━━━━━ DATASET
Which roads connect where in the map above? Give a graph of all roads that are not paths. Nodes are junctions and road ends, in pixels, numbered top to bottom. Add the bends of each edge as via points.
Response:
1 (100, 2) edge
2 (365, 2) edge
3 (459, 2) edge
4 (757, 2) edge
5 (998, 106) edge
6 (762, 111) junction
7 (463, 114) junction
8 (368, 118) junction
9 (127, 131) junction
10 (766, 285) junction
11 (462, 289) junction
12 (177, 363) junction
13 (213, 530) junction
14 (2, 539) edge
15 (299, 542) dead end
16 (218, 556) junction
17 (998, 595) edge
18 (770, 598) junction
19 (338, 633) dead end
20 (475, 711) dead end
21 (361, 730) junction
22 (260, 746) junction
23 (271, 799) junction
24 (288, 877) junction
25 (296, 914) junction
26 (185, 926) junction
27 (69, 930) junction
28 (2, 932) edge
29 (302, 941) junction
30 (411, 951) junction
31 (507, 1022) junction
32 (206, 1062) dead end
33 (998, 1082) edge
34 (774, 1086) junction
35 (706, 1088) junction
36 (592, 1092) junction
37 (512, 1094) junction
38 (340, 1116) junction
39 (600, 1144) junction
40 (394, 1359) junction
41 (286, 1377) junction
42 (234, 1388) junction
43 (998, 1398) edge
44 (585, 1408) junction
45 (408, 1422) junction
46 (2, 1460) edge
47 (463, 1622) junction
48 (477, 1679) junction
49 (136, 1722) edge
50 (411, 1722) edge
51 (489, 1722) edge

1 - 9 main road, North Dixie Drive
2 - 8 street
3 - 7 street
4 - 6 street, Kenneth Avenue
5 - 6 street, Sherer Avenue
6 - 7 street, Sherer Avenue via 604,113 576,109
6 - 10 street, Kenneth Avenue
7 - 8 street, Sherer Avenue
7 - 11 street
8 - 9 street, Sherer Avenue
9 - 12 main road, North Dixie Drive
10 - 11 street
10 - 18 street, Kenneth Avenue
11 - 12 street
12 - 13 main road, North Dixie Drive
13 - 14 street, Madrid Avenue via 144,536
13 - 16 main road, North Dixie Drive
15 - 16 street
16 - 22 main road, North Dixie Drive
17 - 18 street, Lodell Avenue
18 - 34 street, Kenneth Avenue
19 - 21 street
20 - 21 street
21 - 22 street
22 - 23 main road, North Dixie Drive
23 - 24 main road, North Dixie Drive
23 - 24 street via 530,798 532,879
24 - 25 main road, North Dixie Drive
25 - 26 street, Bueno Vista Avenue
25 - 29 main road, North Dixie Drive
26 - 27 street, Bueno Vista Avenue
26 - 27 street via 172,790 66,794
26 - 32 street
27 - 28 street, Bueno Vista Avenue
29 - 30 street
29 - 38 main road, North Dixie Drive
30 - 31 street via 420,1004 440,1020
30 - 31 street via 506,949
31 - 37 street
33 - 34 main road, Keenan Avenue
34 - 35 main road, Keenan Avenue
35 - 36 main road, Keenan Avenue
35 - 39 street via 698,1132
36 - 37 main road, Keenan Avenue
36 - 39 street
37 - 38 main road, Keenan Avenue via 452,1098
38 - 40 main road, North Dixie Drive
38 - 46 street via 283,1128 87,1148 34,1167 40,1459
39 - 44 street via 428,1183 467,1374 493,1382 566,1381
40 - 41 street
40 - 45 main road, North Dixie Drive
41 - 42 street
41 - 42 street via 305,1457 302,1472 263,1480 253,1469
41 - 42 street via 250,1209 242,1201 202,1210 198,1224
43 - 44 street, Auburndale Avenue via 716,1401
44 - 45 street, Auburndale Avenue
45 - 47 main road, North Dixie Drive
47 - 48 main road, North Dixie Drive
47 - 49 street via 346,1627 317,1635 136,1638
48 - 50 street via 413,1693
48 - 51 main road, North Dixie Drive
━━━━━━━━━━
━━━━━ DATASET
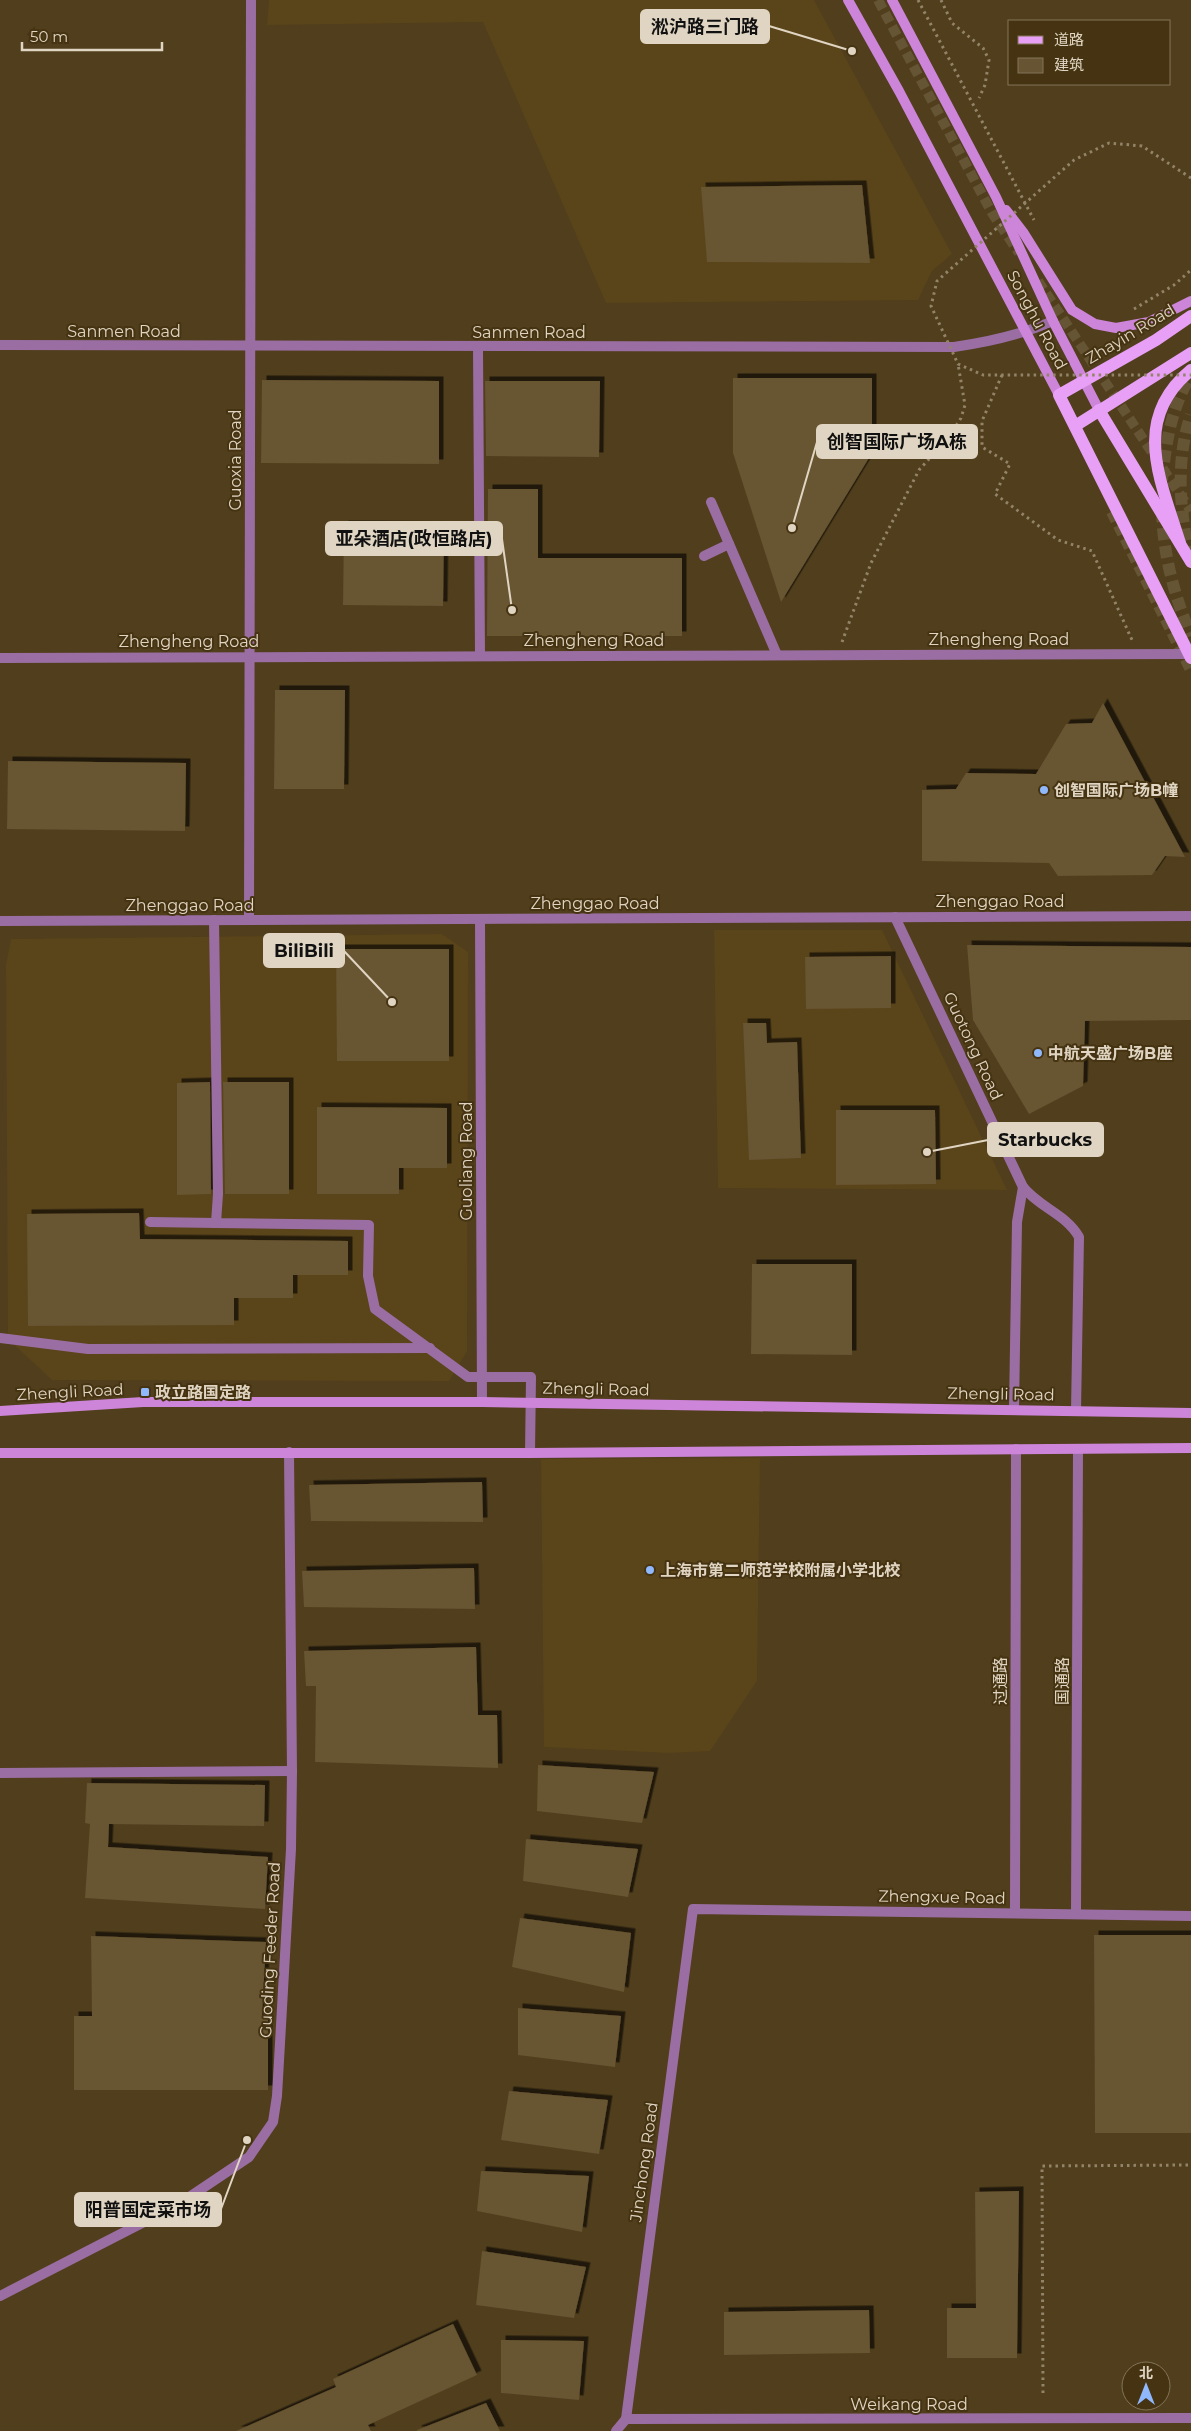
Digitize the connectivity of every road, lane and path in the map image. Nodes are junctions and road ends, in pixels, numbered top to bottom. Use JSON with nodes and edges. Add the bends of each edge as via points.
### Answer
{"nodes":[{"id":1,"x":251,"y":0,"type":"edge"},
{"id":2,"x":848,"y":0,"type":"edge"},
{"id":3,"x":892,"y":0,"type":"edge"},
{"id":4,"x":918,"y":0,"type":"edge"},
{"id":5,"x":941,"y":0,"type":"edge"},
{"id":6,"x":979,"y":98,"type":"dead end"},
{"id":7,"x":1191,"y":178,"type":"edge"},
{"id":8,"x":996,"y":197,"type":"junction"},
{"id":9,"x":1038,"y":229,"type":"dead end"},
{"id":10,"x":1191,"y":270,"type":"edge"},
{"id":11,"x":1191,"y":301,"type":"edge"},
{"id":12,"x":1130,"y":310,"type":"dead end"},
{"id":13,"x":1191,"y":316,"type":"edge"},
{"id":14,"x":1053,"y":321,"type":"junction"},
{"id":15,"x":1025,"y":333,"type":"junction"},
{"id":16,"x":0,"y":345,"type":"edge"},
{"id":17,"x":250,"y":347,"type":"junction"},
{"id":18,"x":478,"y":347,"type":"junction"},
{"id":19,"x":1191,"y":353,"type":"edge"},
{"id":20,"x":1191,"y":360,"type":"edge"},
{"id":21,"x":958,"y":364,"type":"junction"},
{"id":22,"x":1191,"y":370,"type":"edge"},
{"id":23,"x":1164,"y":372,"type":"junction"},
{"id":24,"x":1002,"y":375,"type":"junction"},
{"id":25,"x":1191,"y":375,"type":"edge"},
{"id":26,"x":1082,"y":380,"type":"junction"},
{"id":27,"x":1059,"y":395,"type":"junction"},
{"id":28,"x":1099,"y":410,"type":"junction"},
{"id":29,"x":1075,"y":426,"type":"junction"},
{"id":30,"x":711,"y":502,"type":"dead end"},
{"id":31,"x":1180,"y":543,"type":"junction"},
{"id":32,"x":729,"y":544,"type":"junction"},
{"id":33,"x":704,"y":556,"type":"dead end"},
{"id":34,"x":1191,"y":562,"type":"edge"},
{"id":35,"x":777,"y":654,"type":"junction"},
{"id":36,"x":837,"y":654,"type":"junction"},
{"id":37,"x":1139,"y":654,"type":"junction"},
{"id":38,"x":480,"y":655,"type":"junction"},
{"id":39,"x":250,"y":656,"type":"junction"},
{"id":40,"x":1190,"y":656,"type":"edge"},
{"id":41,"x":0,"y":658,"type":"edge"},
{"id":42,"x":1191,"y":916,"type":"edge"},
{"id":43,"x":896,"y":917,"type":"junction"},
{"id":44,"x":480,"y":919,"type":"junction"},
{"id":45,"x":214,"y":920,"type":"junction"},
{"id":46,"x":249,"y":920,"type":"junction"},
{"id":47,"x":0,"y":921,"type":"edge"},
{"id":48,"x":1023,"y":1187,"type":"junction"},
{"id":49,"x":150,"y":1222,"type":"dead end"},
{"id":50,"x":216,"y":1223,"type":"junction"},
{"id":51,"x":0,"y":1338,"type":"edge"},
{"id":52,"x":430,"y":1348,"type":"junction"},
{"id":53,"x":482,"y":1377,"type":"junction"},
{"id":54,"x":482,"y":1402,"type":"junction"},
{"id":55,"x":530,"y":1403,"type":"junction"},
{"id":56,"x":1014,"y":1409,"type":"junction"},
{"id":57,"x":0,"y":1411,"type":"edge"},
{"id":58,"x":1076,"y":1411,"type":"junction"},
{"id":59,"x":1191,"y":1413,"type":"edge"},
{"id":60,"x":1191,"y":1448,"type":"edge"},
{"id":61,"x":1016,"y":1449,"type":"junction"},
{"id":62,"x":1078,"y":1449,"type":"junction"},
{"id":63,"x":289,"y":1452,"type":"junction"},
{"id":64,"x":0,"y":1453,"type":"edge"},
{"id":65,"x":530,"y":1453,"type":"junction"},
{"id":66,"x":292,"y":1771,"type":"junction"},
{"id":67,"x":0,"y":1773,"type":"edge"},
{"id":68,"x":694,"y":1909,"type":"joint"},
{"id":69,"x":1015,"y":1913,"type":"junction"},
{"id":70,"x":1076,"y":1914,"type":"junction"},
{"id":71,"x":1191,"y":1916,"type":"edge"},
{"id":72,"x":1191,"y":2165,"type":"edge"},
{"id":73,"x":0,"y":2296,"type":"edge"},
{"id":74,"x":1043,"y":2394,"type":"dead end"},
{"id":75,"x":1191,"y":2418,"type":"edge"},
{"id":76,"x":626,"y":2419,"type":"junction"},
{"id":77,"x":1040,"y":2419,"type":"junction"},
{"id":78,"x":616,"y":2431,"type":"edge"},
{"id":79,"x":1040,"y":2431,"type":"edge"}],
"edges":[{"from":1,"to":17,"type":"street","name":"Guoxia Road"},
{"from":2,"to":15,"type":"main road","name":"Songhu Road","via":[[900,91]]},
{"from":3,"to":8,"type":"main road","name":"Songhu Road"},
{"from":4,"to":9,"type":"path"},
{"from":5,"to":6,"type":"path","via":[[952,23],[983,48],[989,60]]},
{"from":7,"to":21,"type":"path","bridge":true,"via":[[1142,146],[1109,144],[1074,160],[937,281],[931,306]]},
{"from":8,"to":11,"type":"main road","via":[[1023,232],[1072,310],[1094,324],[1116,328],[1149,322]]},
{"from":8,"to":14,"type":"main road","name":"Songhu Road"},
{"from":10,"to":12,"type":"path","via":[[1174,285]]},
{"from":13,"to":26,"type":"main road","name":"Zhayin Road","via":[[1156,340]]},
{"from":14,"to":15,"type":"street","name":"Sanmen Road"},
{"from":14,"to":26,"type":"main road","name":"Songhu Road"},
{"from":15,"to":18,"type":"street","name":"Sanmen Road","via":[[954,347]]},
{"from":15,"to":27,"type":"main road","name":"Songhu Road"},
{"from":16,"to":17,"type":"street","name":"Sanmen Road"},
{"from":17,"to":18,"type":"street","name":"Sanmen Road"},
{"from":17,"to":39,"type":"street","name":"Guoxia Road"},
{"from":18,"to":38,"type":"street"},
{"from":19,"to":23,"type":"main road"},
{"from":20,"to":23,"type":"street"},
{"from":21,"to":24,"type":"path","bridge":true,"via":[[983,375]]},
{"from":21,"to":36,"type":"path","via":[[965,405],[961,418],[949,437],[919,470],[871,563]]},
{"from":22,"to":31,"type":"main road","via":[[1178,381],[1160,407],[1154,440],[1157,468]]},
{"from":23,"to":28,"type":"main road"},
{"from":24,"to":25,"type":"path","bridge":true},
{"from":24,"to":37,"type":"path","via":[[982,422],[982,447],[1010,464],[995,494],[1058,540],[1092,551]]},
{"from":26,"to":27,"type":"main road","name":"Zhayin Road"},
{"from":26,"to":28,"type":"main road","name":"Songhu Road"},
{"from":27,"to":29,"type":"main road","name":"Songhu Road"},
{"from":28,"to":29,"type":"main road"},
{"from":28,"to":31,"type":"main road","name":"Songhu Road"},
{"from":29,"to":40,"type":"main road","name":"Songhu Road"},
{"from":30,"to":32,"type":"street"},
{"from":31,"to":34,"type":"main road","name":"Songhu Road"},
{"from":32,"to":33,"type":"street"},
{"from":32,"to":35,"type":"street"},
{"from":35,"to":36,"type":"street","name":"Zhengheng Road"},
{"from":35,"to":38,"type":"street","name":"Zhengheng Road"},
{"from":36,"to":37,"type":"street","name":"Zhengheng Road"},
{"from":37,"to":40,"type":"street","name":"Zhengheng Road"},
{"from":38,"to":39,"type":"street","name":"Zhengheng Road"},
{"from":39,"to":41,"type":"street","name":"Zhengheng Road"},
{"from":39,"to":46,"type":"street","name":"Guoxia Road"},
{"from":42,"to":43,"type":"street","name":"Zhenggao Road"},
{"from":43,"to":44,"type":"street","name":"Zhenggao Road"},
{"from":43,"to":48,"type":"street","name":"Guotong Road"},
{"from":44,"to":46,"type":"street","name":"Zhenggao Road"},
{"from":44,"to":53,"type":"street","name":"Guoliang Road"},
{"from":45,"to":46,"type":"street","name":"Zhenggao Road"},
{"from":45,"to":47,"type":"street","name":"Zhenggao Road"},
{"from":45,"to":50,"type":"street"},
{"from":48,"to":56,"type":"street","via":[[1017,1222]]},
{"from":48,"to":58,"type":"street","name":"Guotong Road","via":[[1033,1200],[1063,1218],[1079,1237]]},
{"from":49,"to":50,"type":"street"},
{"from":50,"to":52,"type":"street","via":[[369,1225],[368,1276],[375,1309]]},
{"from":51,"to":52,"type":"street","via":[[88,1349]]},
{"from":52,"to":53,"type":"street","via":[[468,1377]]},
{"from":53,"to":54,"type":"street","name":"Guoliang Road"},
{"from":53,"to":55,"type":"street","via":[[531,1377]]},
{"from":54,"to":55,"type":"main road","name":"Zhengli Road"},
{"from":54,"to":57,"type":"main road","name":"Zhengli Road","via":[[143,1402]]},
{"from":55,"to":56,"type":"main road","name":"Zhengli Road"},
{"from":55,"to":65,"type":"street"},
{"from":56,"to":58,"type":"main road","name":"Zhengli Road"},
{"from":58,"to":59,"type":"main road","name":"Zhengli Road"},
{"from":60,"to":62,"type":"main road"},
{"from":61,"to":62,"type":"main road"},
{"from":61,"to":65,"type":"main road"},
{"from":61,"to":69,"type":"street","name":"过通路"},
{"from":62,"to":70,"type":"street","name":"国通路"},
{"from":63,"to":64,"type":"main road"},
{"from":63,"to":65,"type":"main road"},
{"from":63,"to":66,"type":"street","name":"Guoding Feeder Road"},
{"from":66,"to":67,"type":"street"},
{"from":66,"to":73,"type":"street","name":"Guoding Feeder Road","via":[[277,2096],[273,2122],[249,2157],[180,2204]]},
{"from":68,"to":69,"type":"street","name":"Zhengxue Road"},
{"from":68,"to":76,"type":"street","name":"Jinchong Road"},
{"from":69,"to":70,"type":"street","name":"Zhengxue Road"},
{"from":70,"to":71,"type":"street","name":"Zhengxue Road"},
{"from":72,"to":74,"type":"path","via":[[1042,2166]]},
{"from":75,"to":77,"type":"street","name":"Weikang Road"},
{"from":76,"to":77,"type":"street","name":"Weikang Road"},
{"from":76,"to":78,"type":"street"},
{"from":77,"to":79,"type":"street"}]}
━━━━━━━━━━
As you read the records above, find each line that contains "Weikang" and copy it.

{"from":75,"to":77,"type":"street","name":"Weikang Road"},
{"from":76,"to":77,"type":"street","name":"Weikang Road"},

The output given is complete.